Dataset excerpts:
*** Begin section ***

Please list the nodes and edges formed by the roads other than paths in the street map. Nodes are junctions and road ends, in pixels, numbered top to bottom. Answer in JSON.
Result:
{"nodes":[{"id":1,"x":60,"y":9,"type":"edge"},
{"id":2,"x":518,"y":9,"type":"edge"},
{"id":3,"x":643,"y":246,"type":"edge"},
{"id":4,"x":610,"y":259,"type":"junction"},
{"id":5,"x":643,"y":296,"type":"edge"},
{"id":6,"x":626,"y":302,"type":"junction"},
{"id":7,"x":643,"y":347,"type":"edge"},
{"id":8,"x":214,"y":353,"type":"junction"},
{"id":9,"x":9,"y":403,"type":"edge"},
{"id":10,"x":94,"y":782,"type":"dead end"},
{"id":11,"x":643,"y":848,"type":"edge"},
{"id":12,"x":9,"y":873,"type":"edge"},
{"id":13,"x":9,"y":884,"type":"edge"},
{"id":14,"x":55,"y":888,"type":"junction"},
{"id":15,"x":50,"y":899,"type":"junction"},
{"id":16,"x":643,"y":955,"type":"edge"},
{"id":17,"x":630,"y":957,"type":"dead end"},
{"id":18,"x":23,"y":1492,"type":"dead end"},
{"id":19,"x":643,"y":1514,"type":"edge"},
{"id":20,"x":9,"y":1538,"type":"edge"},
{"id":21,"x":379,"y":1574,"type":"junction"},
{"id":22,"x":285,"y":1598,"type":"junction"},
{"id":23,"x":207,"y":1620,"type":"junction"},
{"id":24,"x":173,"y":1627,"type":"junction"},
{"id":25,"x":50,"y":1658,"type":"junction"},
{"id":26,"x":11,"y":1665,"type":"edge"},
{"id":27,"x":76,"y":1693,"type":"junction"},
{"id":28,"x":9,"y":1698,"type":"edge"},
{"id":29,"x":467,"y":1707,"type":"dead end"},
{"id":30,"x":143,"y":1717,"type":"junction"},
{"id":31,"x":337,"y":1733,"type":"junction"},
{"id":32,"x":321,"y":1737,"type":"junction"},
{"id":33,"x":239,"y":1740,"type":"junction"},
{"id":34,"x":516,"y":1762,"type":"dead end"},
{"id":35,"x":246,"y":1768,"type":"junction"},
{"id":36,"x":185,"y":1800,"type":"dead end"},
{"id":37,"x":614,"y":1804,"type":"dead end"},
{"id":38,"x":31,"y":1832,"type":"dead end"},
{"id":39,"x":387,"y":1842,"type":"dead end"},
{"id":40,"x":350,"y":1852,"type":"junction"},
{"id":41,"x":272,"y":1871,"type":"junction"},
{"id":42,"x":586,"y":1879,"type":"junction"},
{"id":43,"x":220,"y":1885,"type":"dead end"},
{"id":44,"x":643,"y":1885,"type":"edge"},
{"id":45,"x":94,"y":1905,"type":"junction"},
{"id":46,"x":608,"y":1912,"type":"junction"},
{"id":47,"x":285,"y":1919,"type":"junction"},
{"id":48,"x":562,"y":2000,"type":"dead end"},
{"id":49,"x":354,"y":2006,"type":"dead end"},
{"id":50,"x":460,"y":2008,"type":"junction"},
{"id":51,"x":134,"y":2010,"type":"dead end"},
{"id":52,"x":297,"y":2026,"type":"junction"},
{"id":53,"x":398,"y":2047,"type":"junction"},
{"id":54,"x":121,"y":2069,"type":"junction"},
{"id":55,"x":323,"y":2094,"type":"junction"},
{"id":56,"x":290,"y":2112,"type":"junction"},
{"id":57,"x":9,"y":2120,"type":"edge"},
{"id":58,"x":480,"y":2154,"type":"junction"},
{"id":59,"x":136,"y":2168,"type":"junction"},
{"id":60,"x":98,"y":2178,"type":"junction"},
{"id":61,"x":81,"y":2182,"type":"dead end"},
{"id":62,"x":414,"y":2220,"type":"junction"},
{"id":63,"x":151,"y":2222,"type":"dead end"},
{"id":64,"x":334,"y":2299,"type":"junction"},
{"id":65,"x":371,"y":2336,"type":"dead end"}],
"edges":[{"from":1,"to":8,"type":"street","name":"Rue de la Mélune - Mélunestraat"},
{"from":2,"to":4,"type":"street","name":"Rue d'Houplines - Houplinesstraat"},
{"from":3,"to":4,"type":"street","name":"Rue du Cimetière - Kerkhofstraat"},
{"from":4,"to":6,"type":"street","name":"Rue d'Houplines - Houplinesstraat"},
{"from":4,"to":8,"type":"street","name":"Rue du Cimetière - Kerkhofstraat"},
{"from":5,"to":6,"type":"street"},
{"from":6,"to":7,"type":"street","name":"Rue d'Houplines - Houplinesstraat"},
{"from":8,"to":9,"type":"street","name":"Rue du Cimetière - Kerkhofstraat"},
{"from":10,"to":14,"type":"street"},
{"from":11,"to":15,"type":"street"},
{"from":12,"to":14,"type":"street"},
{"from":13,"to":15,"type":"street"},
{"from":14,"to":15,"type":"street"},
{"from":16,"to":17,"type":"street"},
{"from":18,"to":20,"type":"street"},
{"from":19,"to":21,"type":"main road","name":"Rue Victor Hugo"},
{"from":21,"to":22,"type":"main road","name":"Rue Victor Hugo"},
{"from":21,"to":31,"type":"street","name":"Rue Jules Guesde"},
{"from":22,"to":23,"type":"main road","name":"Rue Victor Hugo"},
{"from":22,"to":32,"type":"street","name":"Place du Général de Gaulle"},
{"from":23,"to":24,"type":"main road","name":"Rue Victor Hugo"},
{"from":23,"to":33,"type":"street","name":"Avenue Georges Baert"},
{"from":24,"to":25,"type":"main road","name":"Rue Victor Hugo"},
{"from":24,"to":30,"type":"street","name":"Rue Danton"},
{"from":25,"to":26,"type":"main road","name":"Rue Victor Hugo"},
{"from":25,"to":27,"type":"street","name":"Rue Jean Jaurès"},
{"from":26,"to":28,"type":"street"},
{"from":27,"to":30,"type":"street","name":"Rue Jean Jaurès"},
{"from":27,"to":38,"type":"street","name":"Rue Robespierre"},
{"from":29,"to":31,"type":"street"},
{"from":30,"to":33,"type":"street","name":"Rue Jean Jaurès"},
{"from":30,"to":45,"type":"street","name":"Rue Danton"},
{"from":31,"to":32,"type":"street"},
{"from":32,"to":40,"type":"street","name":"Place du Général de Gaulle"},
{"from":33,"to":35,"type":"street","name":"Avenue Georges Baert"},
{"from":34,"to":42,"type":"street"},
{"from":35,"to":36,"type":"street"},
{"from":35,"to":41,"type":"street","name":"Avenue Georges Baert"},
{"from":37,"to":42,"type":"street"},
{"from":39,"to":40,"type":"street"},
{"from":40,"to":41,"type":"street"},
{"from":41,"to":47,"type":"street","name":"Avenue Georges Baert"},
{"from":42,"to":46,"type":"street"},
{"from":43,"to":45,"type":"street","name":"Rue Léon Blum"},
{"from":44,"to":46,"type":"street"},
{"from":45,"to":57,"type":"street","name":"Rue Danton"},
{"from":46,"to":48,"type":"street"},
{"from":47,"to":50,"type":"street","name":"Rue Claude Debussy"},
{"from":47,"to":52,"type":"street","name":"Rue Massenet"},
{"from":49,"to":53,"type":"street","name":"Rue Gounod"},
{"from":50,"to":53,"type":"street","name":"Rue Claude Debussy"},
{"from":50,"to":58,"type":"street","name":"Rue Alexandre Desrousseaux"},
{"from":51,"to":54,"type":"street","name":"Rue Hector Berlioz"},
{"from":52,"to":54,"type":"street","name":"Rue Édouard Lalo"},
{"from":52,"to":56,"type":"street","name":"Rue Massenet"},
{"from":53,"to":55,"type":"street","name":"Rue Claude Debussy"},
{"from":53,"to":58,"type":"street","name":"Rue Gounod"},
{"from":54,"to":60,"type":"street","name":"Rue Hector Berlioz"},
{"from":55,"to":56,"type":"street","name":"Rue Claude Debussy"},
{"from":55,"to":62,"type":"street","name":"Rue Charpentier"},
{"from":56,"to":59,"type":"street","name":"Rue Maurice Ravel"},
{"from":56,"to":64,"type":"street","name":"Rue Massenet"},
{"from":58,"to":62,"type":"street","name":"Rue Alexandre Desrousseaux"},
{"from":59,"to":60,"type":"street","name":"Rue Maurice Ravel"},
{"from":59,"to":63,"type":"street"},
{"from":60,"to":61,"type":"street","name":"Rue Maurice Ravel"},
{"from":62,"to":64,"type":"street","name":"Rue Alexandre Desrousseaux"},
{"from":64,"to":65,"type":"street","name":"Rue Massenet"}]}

*** End section ***

What is being asked:
From the records above, tally every line that contains the string "Claude"; the reply consists of that number alone.

Task result:
4